According to the U.S. Attorney’s Office for the District of Massachusetts, Robert Pena pleaded guilty on Wednesday to one count of conspiracy and six counts of wire fraud.

Pena was the founder and president of Mortgage Security Inc., a shuttered mortgage company that was based in Falmouth, Massachusetts.

Mortgage Security Inc. was contracted with Ginnie Mae to pool eligible residential mortgage loans and then sell Ginnie Mae-backed mortgage bonds to investors. MSI serviced the loans in question, and that’s where the issue stemmed from.

According to court documents, beginning in 2011, Pena allegedly began diverting money that borrowers sent to MSI into private bank accounts, which he then used to pay for personal and business expenses.

Specifically, Pena allegedly deposited “high-dollar, loan-payoff checks” into bank accounts he controlled.
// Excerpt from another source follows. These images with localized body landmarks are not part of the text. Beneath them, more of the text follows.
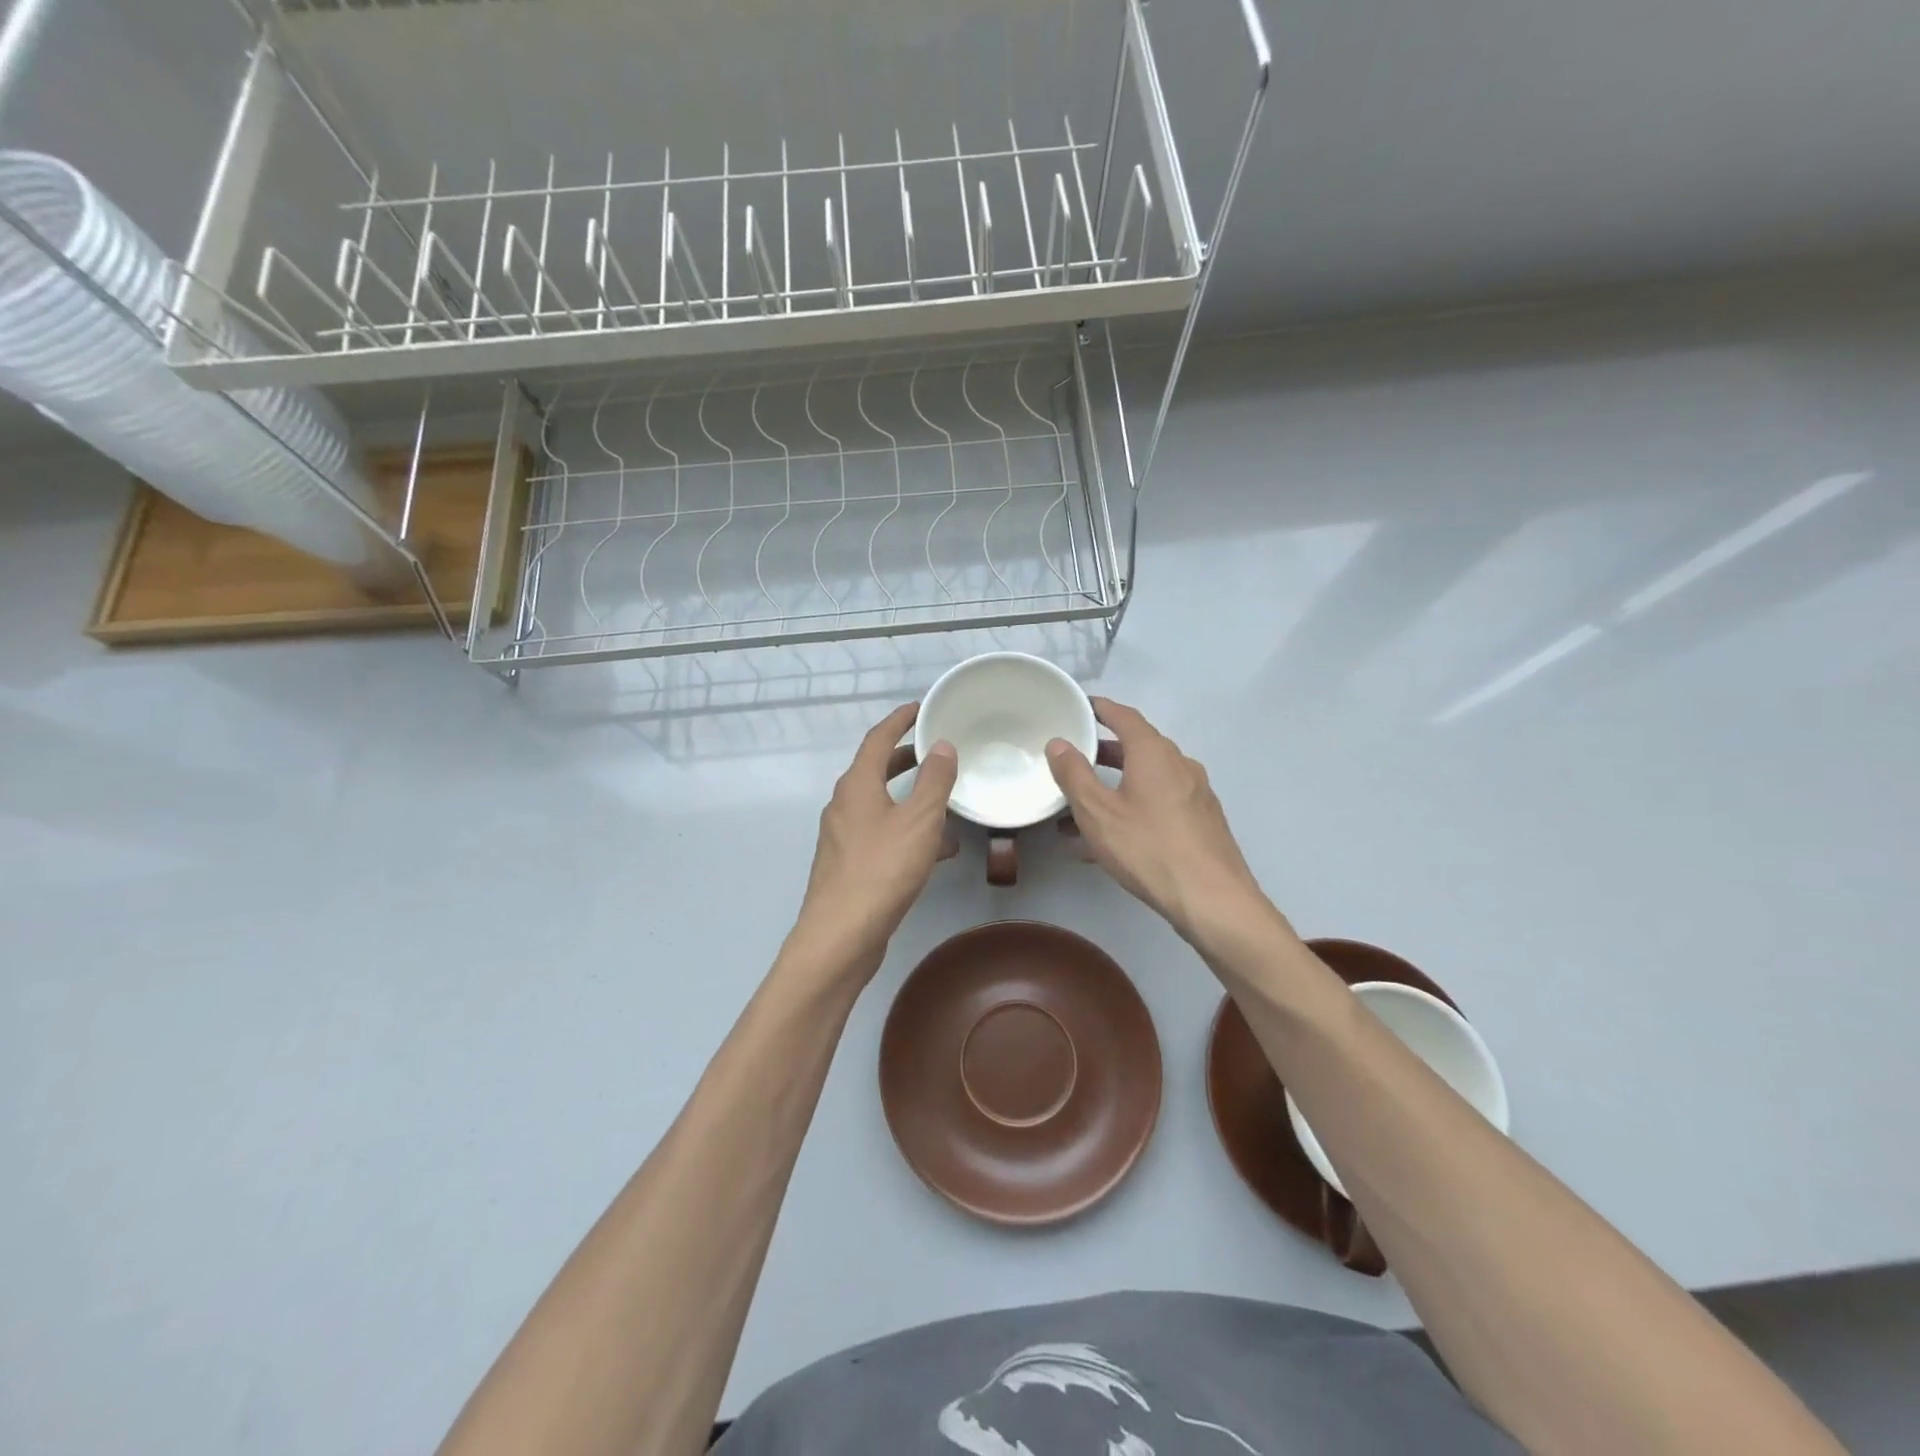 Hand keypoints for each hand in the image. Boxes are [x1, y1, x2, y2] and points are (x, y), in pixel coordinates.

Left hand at [790, 703, 958, 978]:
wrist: (841, 935)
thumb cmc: (882, 869)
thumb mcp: (919, 820)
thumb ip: (934, 781)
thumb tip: (942, 746)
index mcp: (856, 785)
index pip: (878, 739)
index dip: (900, 720)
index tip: (920, 708)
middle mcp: (844, 805)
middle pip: (877, 771)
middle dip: (907, 759)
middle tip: (937, 752)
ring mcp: (844, 837)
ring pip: (882, 806)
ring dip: (911, 800)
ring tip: (947, 802)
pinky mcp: (850, 866)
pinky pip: (883, 835)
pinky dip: (908, 832)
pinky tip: (939, 850)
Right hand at [1046, 698, 1270, 941]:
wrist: (1212, 900)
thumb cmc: (1148, 848)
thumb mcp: (1097, 812)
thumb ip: (1074, 775)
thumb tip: (1059, 743)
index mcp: (1154, 754)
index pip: (1125, 717)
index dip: (1102, 709)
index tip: (1082, 707)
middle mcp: (1180, 766)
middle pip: (1138, 749)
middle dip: (1104, 754)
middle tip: (1074, 760)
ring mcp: (1195, 796)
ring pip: (1147, 782)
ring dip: (1115, 788)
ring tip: (1081, 811)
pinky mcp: (1202, 824)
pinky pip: (1159, 806)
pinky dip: (1132, 810)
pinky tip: (1110, 841) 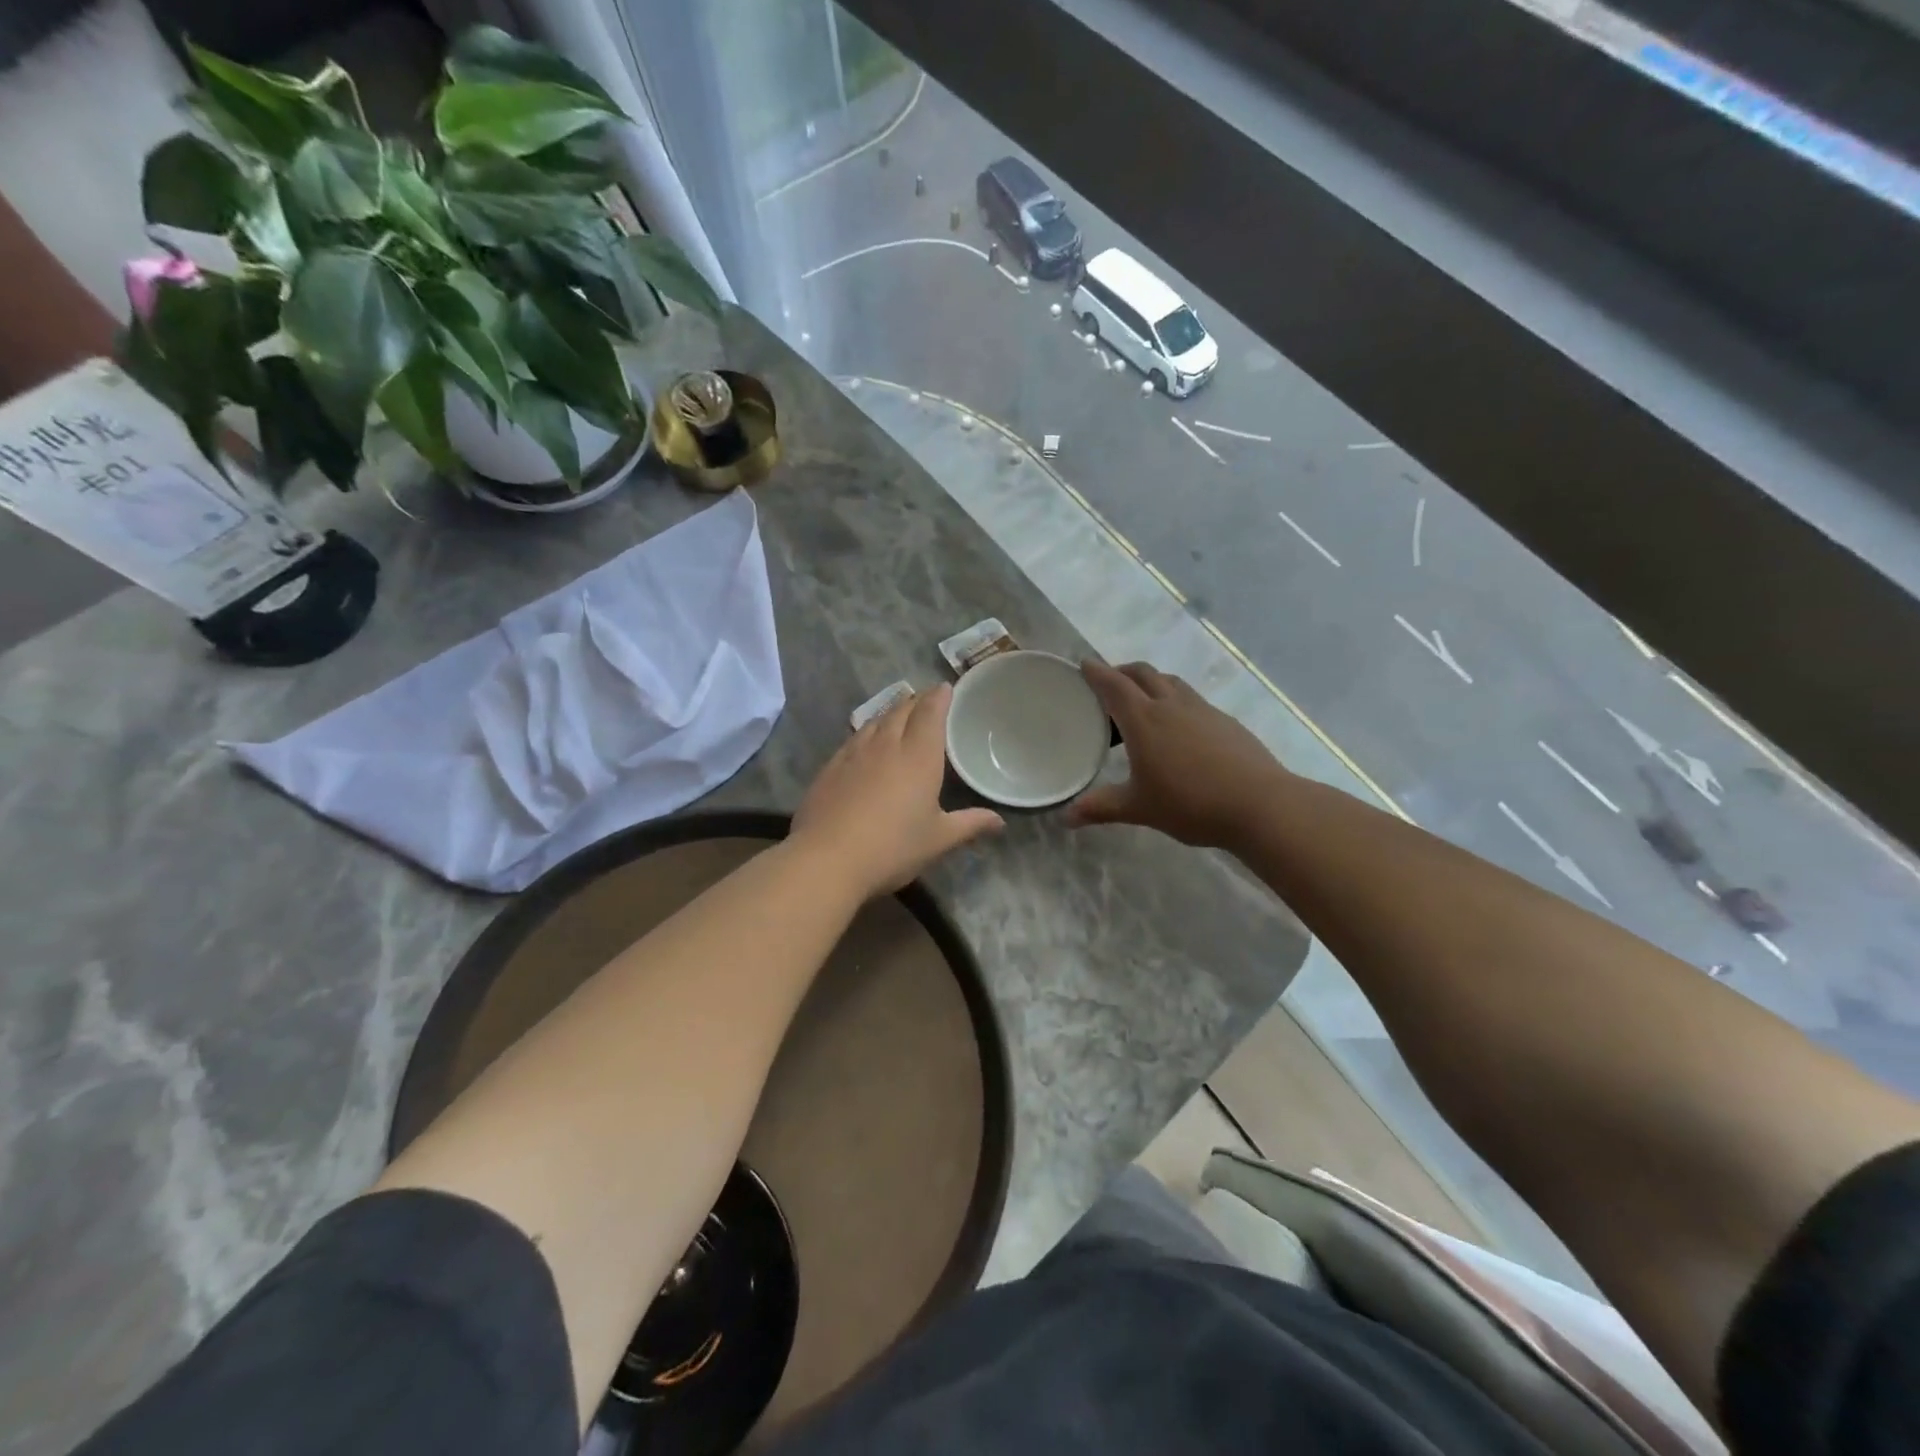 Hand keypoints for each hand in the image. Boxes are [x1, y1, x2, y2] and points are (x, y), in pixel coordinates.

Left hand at [791, 684, 1003, 898]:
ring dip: (890, 714)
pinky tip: (865, 744)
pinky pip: (853, 739)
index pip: (930, 712)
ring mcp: (854, 754)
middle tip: (926, 702)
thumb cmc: (893, 847)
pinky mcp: (830, 768)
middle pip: (901, 711)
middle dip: (916, 701)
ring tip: (898, 716)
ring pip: (875, 721)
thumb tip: (1000, 821)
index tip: (946, 688)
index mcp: (918, 756)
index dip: (939, 697)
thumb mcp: (938, 839)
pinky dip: (867, 733)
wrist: (827, 860)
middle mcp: (886, 745)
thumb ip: (970, 824)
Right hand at [1067, 660, 1289, 848]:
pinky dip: (1175, 700)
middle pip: (1142, 674)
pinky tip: (1179, 728)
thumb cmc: (1190, 803)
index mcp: (1144, 720)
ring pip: (1170, 682)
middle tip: (1108, 683)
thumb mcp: (1139, 807)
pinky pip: (1192, 699)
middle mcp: (1171, 705)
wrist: (1259, 804)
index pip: (1114, 685)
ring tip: (1142, 702)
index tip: (1083, 664)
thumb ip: (1101, 808)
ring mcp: (1202, 710)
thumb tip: (1066, 817)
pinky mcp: (1225, 721)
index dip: (1096, 672)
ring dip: (1151, 682)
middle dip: (1122, 672) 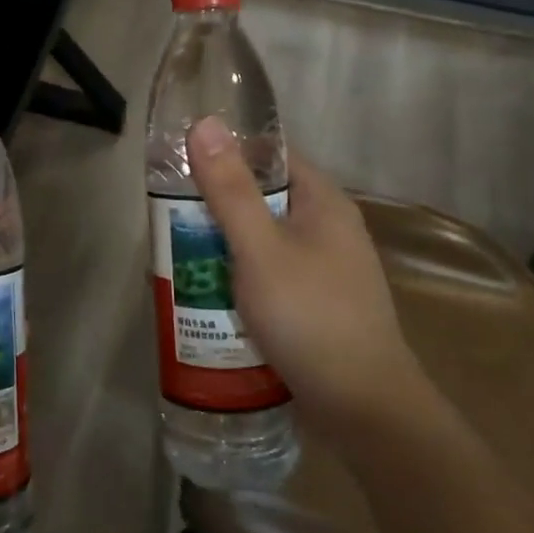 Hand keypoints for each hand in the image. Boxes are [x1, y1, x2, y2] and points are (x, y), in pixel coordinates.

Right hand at [186, 116, 427, 443]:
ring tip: (179, 255)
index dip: (228, 153)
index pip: (272, 155)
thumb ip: (230, 189)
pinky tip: (211, 295)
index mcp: (323, 201)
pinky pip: (271, 276)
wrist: (364, 409)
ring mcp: (325, 269)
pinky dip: (241, 278)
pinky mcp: (317, 305)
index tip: (181, 164)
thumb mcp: (260, 249)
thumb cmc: (310, 315)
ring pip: (264, 241)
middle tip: (169, 215)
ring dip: (226, 246)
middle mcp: (329, 228)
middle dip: (218, 206)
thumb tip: (204, 123)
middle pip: (264, 199)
Pena also allegedly took borrowers’ escrow funds and mortgage-insurance premiums for his personal use.

As a Ginnie Mae servicer, MSI was required to provide the agency with regular reports about the status of the mortgages in the pools, but Pena attempted to cover up his scheme by providing Ginnie Mae with false reports concerning the mortgages in question.

In total, Pena misappropriated approximately $2.5 million, which Ginnie Mae had to pay to the investors whose investments it had guaranteed. 

According to the U.S. Attorney’s Office, the charging guidelines stipulate a sentence of no greater than 20 years in prison, three years of supervised release and a fine of $250,000 or twice the gross gain or loss.

Pena’s sentencing is scheduled for Jan. 5, 2018.